• [Records]
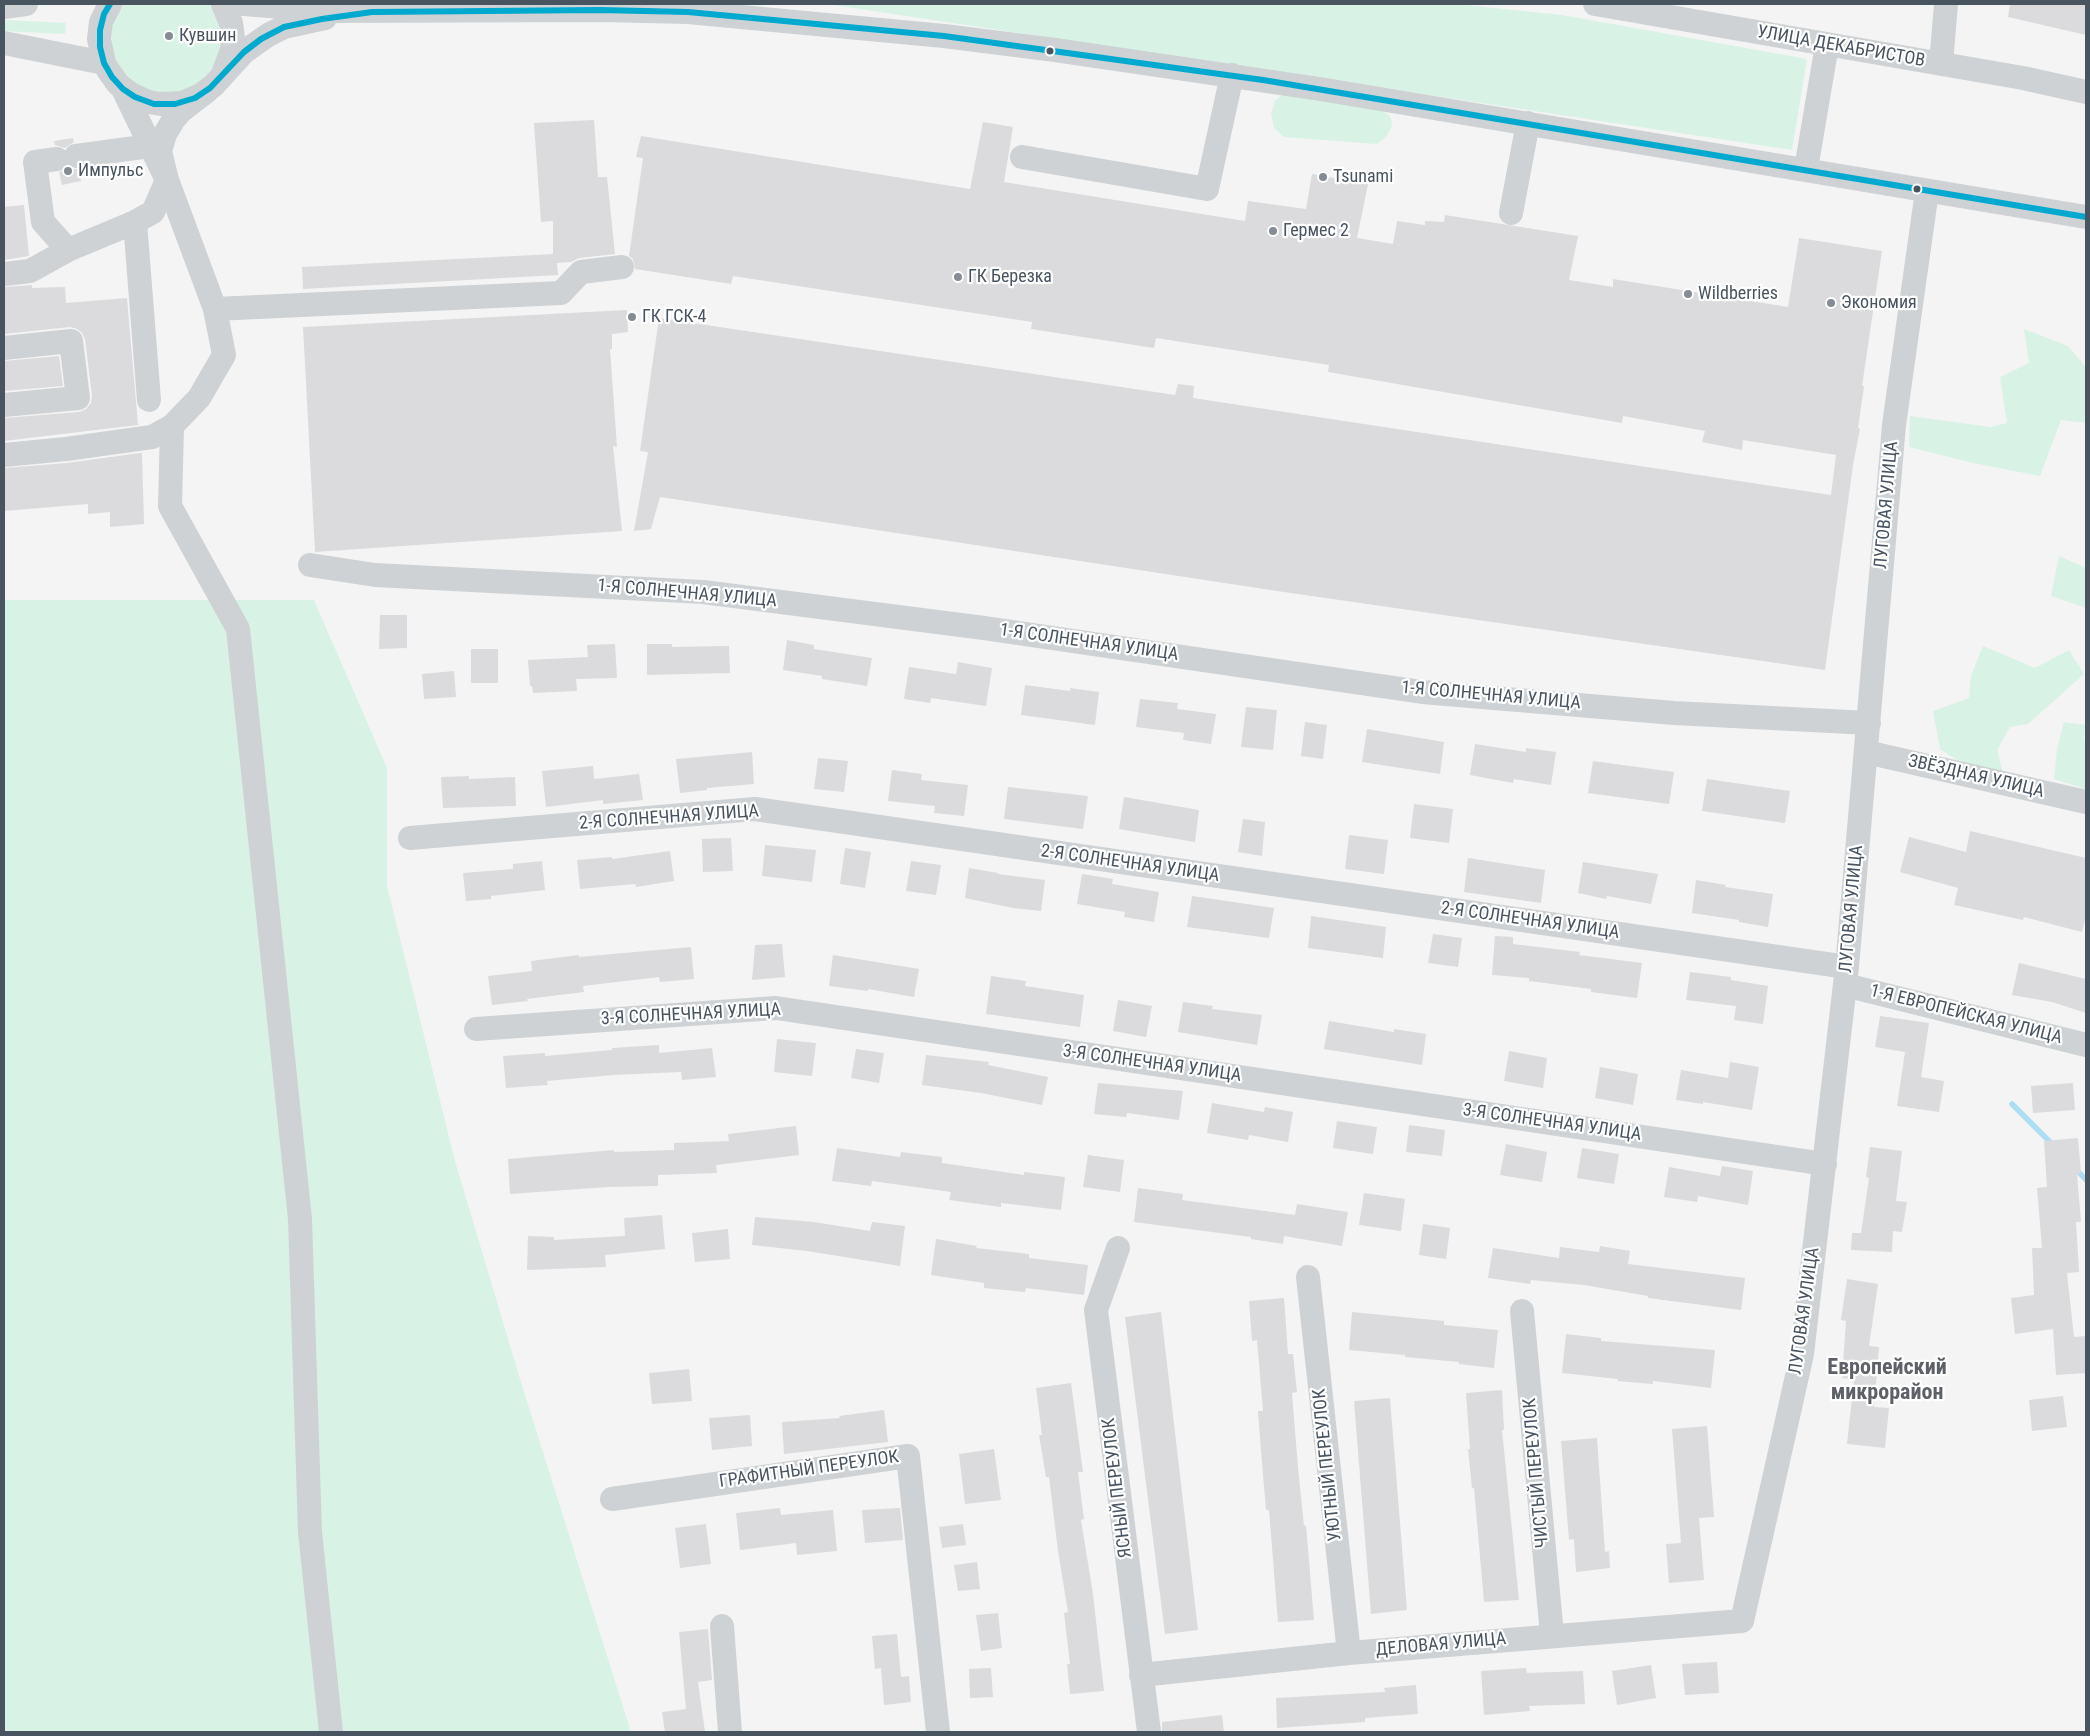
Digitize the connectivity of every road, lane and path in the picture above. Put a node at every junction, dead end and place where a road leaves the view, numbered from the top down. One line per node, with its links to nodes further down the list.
1 (26, 4): 7 (street)
2 (110, 4): 11 (street)
3 (223, 4): 14 (street)
4 (244, 4): 8 (street)
5 (1595, 4): 10 (street, УЛИЦА ДЕКАБРИСТОВ)
6 (1946, 4): 12 (street)
7 (4, 7)
8 (372, 12): 13 (street); 14 (street)
9 (4, 43): 11 (street)
10 (1827, 45): 12 (street, УЛИЦА ДЕКАБРИСТОВ); 20 (street)
11 (104, 63): 15 (street)
12 (1941, 64): 16 (street, УЛИЦА ДЕКАБРИСТОВ)
13 (1232, 75): 17 (street); 19 (street)
14 (215, 83): 15 (street); 21 (street)
15 (123, 89): 18 (street)
16 (2086, 92)
17 (1528, 123): 20 (street); 23 (street)
18 (150, 146): 21 (street); 26 (street)
19 (1022, 157)
20 (1806, 169): 22 (street)
21 (167, 180): 25 (street); 29 (street)
22 (1927, 191): 24 (street); 36 (street, ЛУГОВАЯ УЛИЦА)
23 (1511, 213)
24 (2086, 217)
25 (135, 222): 26 (street); 31 (street)
26 (68, 250): 28 (street)
27 (622, 267): 29 (street)
28 (4, 274)
29 (215, 309): 33 (street)
30 (4, 348): 32 (street)
31 (149, 400)
32 (4, 405)
33 (172, 426): 34 (street); 53 (street)
34 (4, 455)
35 (310, 565): 36 (street, 1-Я СОЛНЕЧНАЯ УЛИЦА)
36 (1869, 723): 37 (street, ЛУГОВАЯ УЛИЦА)
37 (1866, 752): 38 (street, ЗВЁЗДНАЯ УЛИЦА); 40 (street, ЛУГОВАЯ УЛИЦА)
38 (2086, 802)
39 (410, 838): 40 (street, 2-Я СОЛНЕЧНАЯ УЛИЦА)
40 (1846, 976): 42 (street, 1-Я ЕВРОПЕЙСКАЯ УЛИЦА); 43 (street, ЛУГОВАЯ УЛИЦА)
41 (476, 1029): 43 (street, 3-Я СОЛНЕЧНАЯ УЛИЦА)
42 (2086, 1045)
43 (1825, 1164): 48 (street, ЛУГОВАЯ УЛИЦА)
44 (1118, 1248): 52 (street, ЯСНЫЙ ПЕРЕУЛОК)
45 (1308, 1277): 51 (street, УЮТНЫЙ ПЕРЕУЛОК)
46 (1522, 1311): 50 (street, ЧИСТЫЙ ПЕРЕУЛОК)
47 (612, 1499): 55 (street, ГРАФИТНЫЙ ПЕРЕУЛОК)
48 (1742, 1621): 50 (street, ДЕЛОВАЯ УЛИЦА)
49 (722, 1626): 54 (street)
50 (1552, 1635): 51 (street, ДЕЛОВАЯ УЛИЦА)
51 (1349, 1652): 52 (street, ДЕЛОВАЯ УЛИЦА)
52 (1141, 1675): 56 (street, ЯСНЫЙ ПЕРЕУЛОК)
53 (331, 1732)
54 (730, 1732)
55 (938, 1732)
56 (1149, 1732)

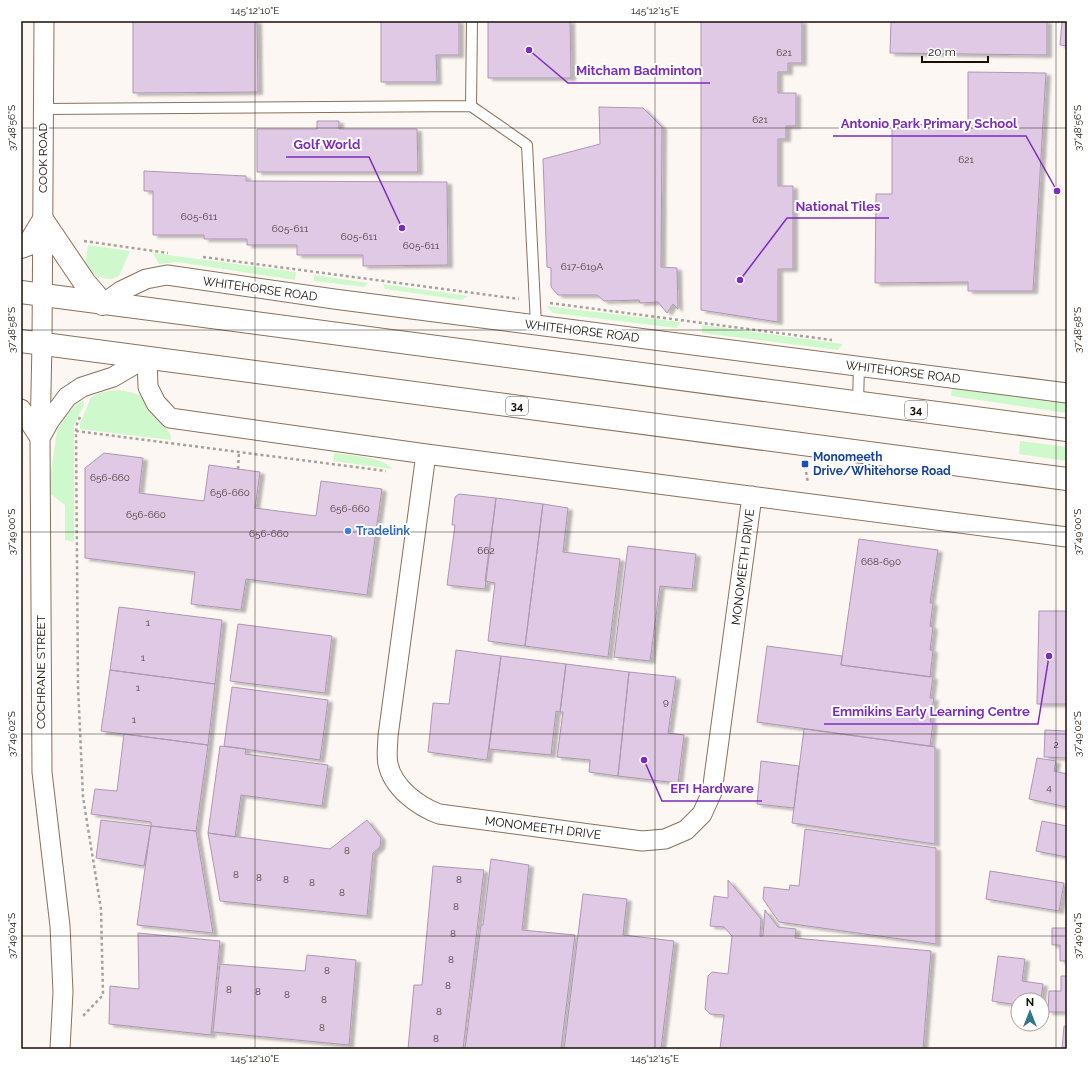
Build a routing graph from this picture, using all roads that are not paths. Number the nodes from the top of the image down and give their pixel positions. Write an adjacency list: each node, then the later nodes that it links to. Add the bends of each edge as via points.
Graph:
1 (44, 21): 4 (street, COOK ROAD)
2 (472, 21): 3 (lane)
3 (471, 106): 4 (lane); 9 (lane, via 527,145)
4 (44, 109): 5 (street, COOK ROAD)
5 (43, 221): 6 (highway, via 29,244); 7 (street, COOK ROAD); 8 (highway, via 85,283)
6 (21, 247)
7 (32, 293): 8 (highway, 34); 10 (street, COCHRANE STREET)
8 (103, 304): 9 (street, WHITEHORSE ROAD, via 121,291 146,279 167,275); 14 (highway, 34)
9 (536, 325): 12 (street, WHITEHORSE ROAD)
10 (32, 342): 11 (highway, 34); 17 (street, COCHRANE STREET)
11 (146, 357): 17 (street, via 113,377 82,387 67,397); 18 (street, via 148,386 156,403 170,418); 19 (highway, 34)
12 (859, 367): 13 (street, WHITEHORSE ROAD); 14 (lane)
13 (1067, 393)
14 (858, 402): 16 (highway, 34)
15 (21, 409): 17 (street)
16 (1067, 430)
17 (40, 438): 22 (street, COCHRANE STREET, via 42,772 60,926 63,992)
18 (426, 454): 20 (street); 20 (street, MONOMEETH DRIVE, via 388,736 391,775 416,802 439,814 642,841 665,840 686,830 702,814 712,792)
19 (1067, 478)
20 (752, 496): 21 (street)
21 (1067, 538)
22 (60, 1049)

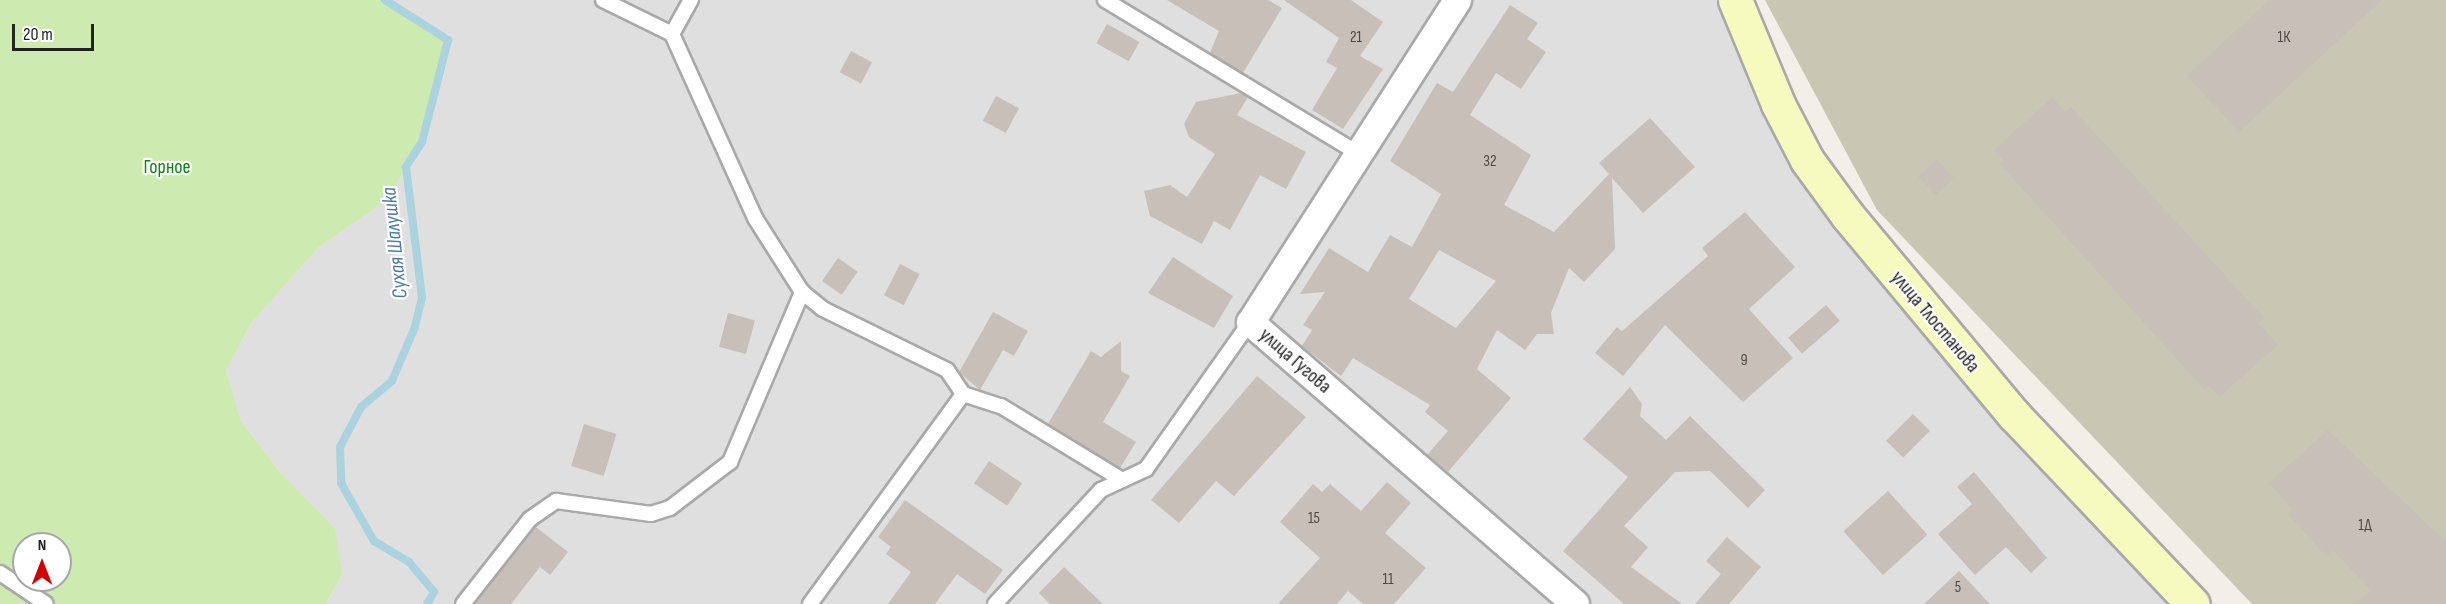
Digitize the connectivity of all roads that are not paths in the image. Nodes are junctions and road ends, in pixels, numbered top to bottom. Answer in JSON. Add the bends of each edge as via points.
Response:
{"nodes":[{"id":1,"x":603,"y":0,"type":"edge"},
{"id":2,"x":691,"y":0,"type":"edge"},
{"id":3,"x":1105,"y":0,"type":"edge"},
{"id":4,"x":1457,"y":0,"type":"edge"},
{"id":5,"x":1735,"y":0,"type":"edge"},
{"id":6,"x":672,"y":34,"type":"junction"},
{"id":7,"x":1358,"y":153,"type":"junction"},
{"id":8,"x":802,"y":292,"type":"junction"},
{"id":9,"x":1250,"y":322,"type":"junction"},
{"id":10,"x":963,"y":394,"type":"junction"},
{"id":11,"x":1122,"y":480,"type":"junction"},
{"id":12,"x":0,"y":573,"type":"edge"},
{"id":13,"x":46,"y":604,"type":"edge"},
{"id":14,"x":463,"y":604,"type":"edge"},
{"id":15,"x":810,"y":604,"type":"edge"},
{"id":16,"x":995,"y":604,"type":"edge"},
{"id":17,"x":1575,"y":604,"type":"edge"},
{"id":18,"x":2193,"y":604,"type":"edge"}],
"edges":[{"from":1,"to":6,"type":"lane"},
{"from":2,"to":6,"type":"lane"},
{"from":3,"to":7,"type":"lane"},
{"from":4,"to":7,"type":"street","name":"улица Гугова"},
{"from":5,"to":18,"type":"main road","name":"улица Тлостанова","via":[[1778,104],[1807,160],[1848,216],[2014,415]]},
{"from":6,"to":8,"type":"lane","via":[[755,218]]},
{"from":7,"to":9,"type":"street","name":"улица Гугова"},
{"from":8,"to":10,"type":"lane","via":[[823,309],[947,370]]},
{"from":8,"to":14,"type":"lane","via":[[730,462],[670,508],[651,514],[556,501],[530,519]]},
{"from":9,"to":11,"type":"lane","via":[[1146,469]]},
{"from":9,"to":17,"type":"street","name":"улица Гугова"},
{"from":10,"to":11,"type":"lane","via":[[1001,406]]},
{"from":10,"to":15,"type":"lane"},
{"from":11,"to":16,"type":"lane","via":[[1101,490]]},
{"from":12,"to":13,"type":"lane"}]}
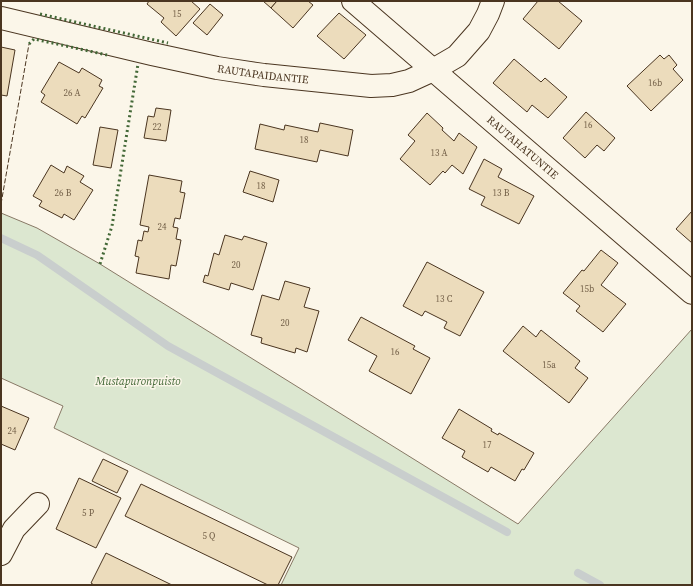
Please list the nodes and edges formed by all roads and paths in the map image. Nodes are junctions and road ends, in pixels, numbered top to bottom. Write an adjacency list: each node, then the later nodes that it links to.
1 (353, 1): 4 (street, RAUTAHATUNTIE)
2 (493, 1): 4 (street, RAUTAPAIDANTIE)
3 (1, 18): 4 (street, RAUTAPAIDANTIE)
4 (433, 70): 5 (street, RAUTAHATUNTIE)
5 (692, 293)
6 (38, 504): 7 (street)
7 (1, 554)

• [Exercise requirements] Give the number of lines in the records above that contain the word "WHITEHORSE". Reply with that number alone.

• [Answer area] 3